The system prompt gets prepended to each conversation, ensuring the agent maintains its designated role throughout the interaction.
Conversation History Persistence
Perhaps the most impactful change was adding persistent conversation history. Previously, closing mosschat meant losing the entire conversation context - frustrating when you wanted to pick up where you left off or reference earlier discussions.
I implemented automatic history saving to a local JSON file that stores:
- Timestamps for each exchange
- Full conversation turns (user and agent messages)
- Token usage estimates
- Associated system prompt and model settings
On startup, mosschat loads the most recent conversation (or lets you select from history), restoring full context so you can continue seamlessly. The history file also enables useful features like:
- Searching past conversations
- Exporting discussions for documentation
- Analyzing interaction patterns over time
Putting It All Together
These three features transform mosschat from a transient chat tool into a more capable workspace companion:
- Markdown rendering makes complex information digestible
- System prompts enable specialized agent behaviors
- History persistence removes the friction of starting fresh each time
The combination encourages longer, more meaningful interactions with AI agents - the kind where you can actually build upon previous exchanges rather than constantly reestablishing context.
Next Steps
With these core enhancements in place, the mosschat foundation feels solid. Future work will likely focus on:
- Multi-modal capabilities (image/audio understanding)

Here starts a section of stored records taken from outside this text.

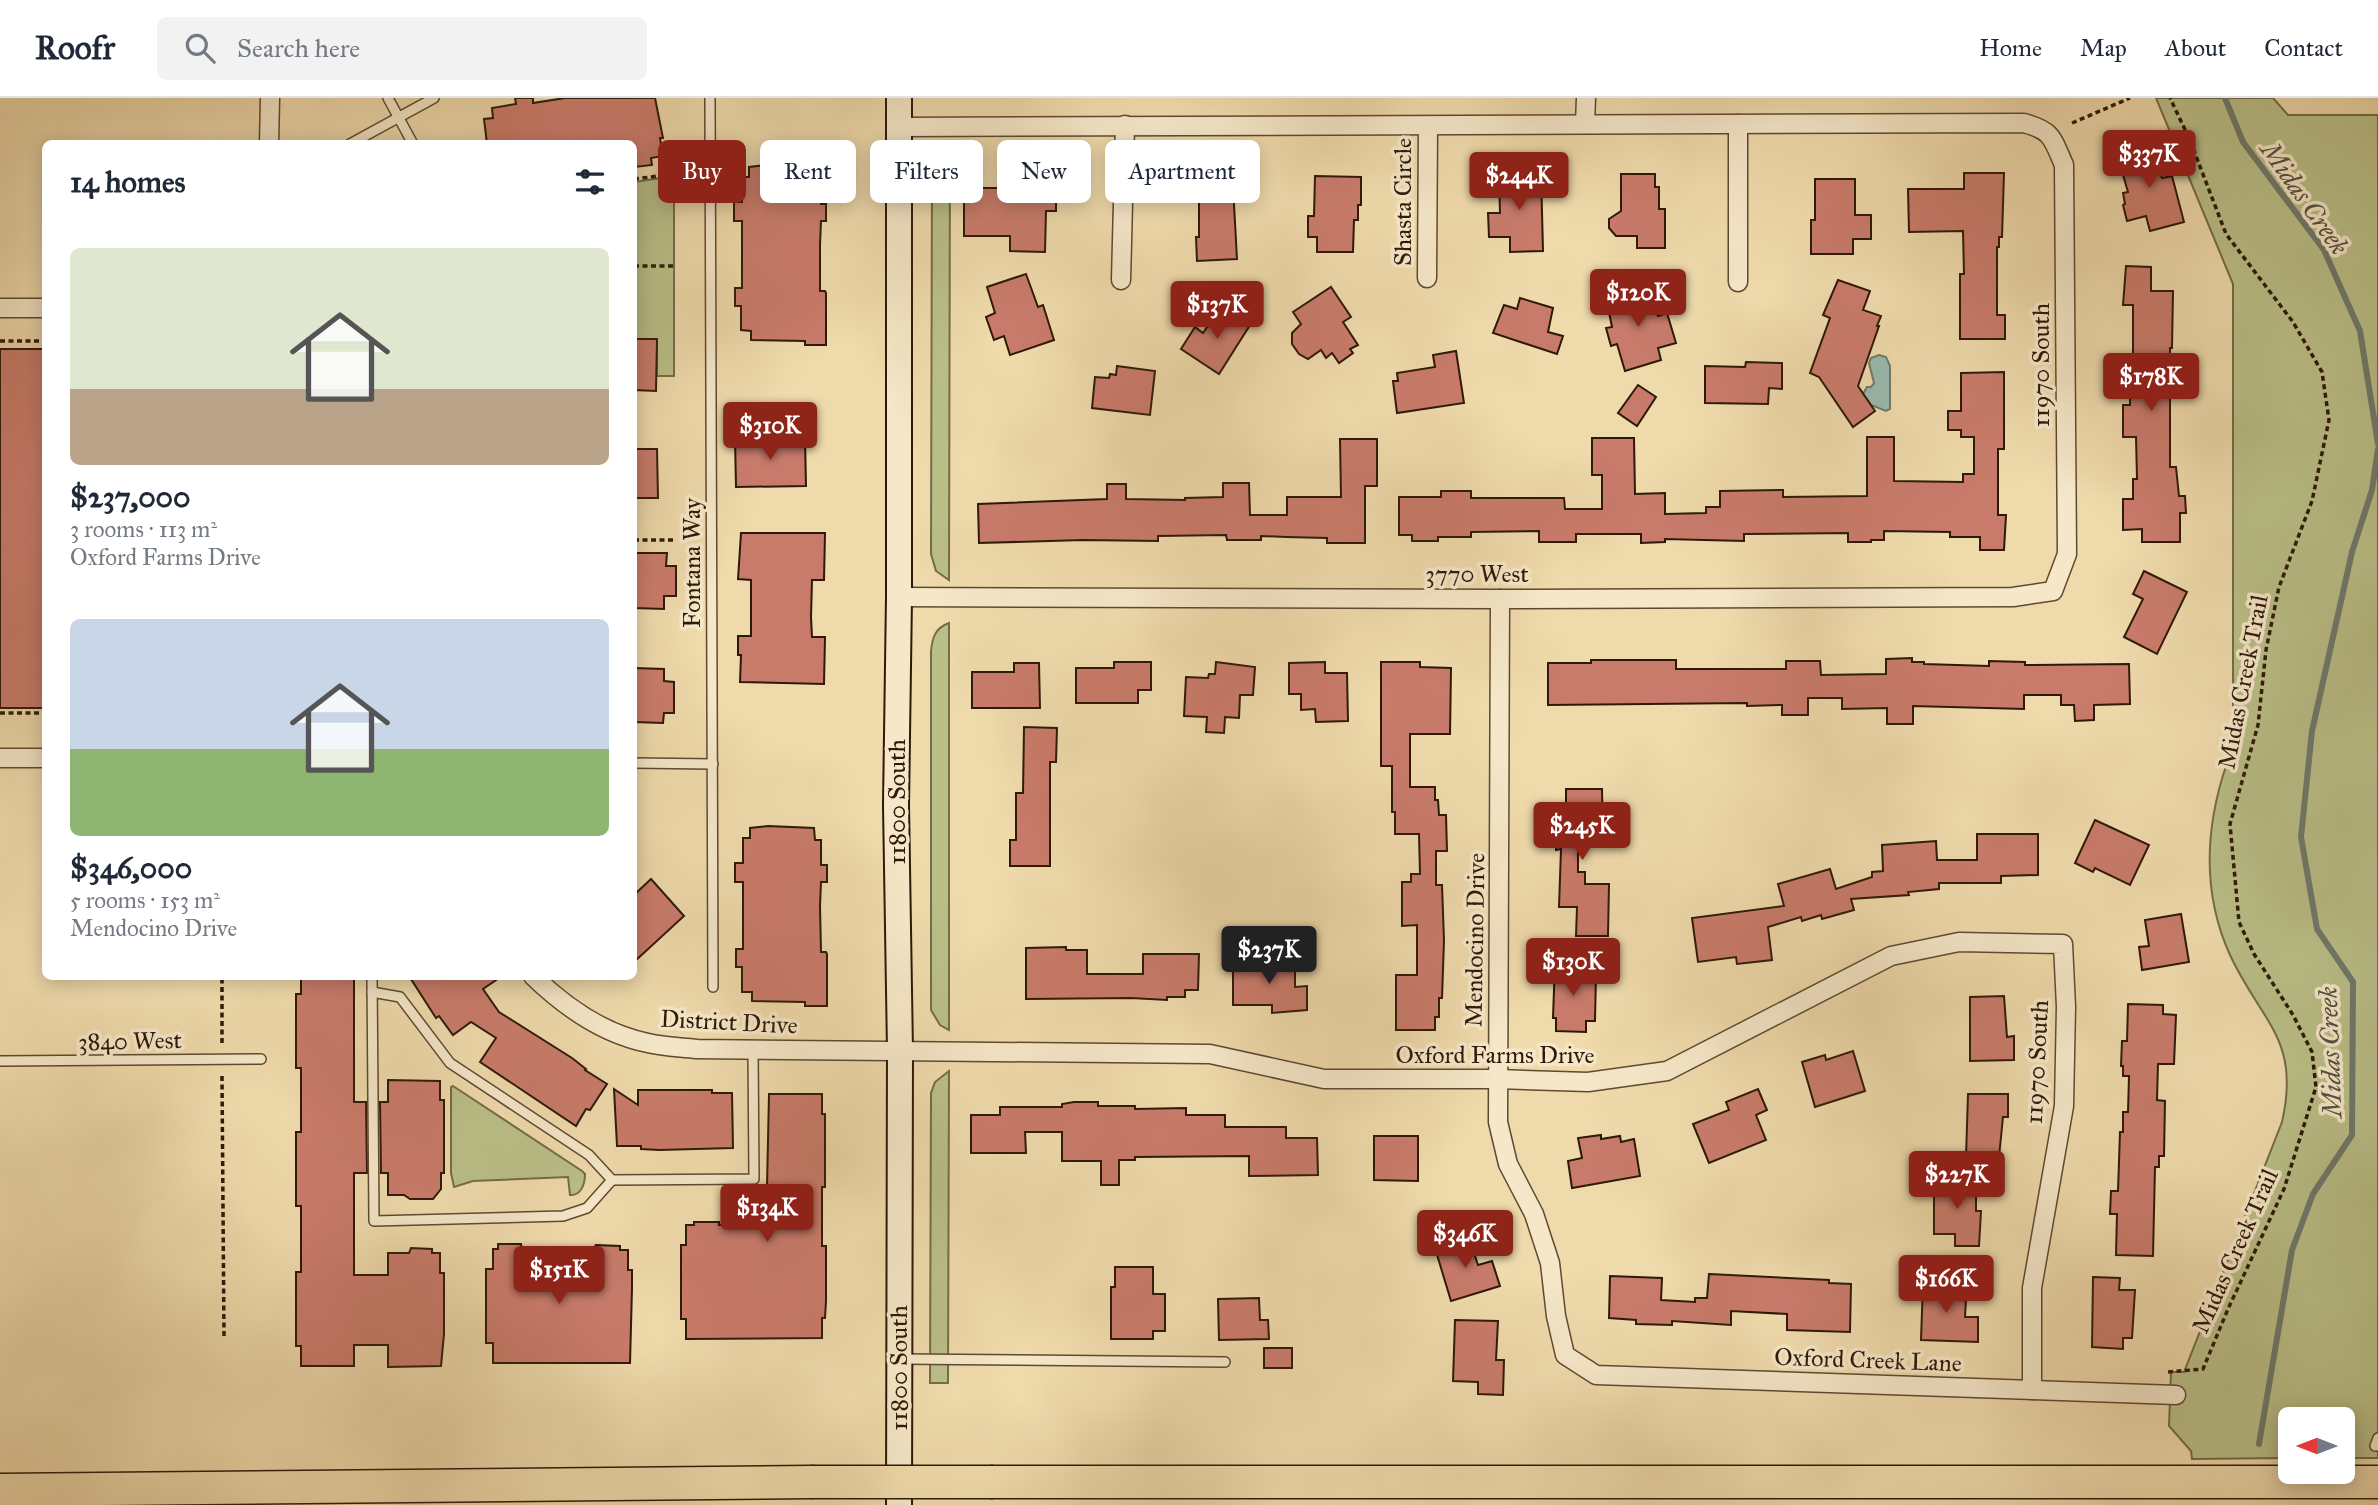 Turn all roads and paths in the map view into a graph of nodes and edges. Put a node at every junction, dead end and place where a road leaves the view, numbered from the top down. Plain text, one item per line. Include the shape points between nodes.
1 (270, 98) edge
2 (388, 98) edge
3 (434, 98) edge
4 (710, 98) edge
5 (899, 98) edge
6 (1586, 98) edge
7 (2130, 98) edge
8 (2171, 98) edge
9 (400, 118) junction
10 (2072, 123) dead end
11 (1585, 124) junction
12 (1738, 124) junction
13 (1125, 125) junction
14 (1427, 126) junction
15 (899, 127) junction
16 (269, 140) edge
17 (358, 140) edge
18 (411, 140) edge
19 (658, 176) edge
20 (637, 179) edge
21 (676, 265) dead end
22 (637, 266) edge
23 (1427, 278) dead end
24 (1121, 280) dead end
25 (1738, 282) dead end
26 (0, 308) edge
27 (42, 308) edge
28 (0, 341) edge
29 (42, 341) edge
30 (637, 540) edge
31 (676, 540) dead end
32 (2053, 590) joint
33 (899, 597) junction
34 (1500, 599) junction
35 (0, 713) edge
36 (42, 713) edge
37 (0, 758) edge
38 (42, 758) edge
39 (637, 763) edge
40 (713, 764) junction
41 (2063, 944) joint
42 (222, 980) edge
43 (372, 980) edge
44 (537, 980) edge
45 (713, 987) dead end
46 (372, 992) junction
47 (222, 1049) dead end
48 (753, 1050) junction
49 (900, 1051) junction
50 (261, 1059) dead end
51 (0, 1061) edge
52 (222, 1076) dead end
53 (1497, 1079) junction
54 (612, 1180) junction
55 (224, 1338) dead end
56 (1565, 1354) joint
57 (899, 1359) junction
58 (1225, 1362) dead end
59 (2168, 1372) dead end
60 (2032, 1390) junction
61 (2176, 1395) dead end
62 (2378, 1438) edge
63 (2378, 1446) edge
64 (2378, 1482) edge
65 (0, 1490) edge
66 (899, 1505) edge

1 - 16 street
2 - 9 lane
3 - 9 lane
4 - 40 lane, Fontana Way
5 - 15 main road, 11800 South
6 - 11 street
7 - 10 path
8 - 59 path, Midas Creek Trail via 2227,234 2293,322 2322,372 2329,420 2312,502 2279,587 2258,725 2230,824 2239,922 2312,1052 2316,1087 2284,1189 2203,1369
9 - 17 lane
9 - 18 lane
11 - 12 street
11 - 14 street
12 - 25 street
12 - 32 street, 11970 South via 2024,123 2042,128 2053,140 2064,165 2067,554
13 - 14 street
13 - 15 street
13 - 24 street
14 - 23 street, Shasta Circle
15 - 33 main road, 11800 South
19 - 20 path
21 - 22 path
26 - 27 street
28 - 29 path
30 - 31 path
32 - 34 street, 3770 West via 2014,597
33 - 34 street, 3770 West
33 - 49 main road, 11800 South
34 - 53 street, Mendocino Drive
35 - 36 path
37 - 38 street
39 - 40 lane
40 - 45 lane, Fontana Way
41 - 53 street, Oxford Farms Drive via 1959,942 1891,956 1667,1070 1588,1082
41 - 60 street, 11970 South via 2064,1106 2032,1288
42 - 47 path
43 - 46 lane
44 - 48 street, District Drive via 559,1001 601,1028 647,1043
46 - 54 lane via 400,997 450,1063 589,1155
46 - 54 lane via 374,1221 563,1216 587,1208
48 - 49 street, District Drive
48 - 54 lane via 754,1179
49 - 53 street, Oxford Farms Drive via 1210,1054 1324,1079
49 - 57 main road, 11800 South
50 - 51 lane, 3840 West
52 - 55 path
53 - 56 street, Mendocino Drive via 1498,1122 1508,1164 1534,1214 1550,1263
56 - 60 street, Oxford Creek Lane via 1596,1375
57 - 58 lane
57 - 66 main road, 11800 South
60 - 61 street, Oxford Creek Lane
62 - 63 lane
64 - 65 highway, bridge via 811,1482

- Improved model switching during conversations
- Better integration with the broader OpenClaw tool ecosystem
- Customizable formatting themes
But for now, mosschat reliably handles the day-to-day task of working alongside AI agents within the workspace - rendering markdown responses clearly, respecting specialized roles via system prompts, and remembering our conversations so nothing gets lost between sessions.
The tool remains deliberately simple and terminal-focused, but these additions make it considerably more useful for sustained agent-assisted work.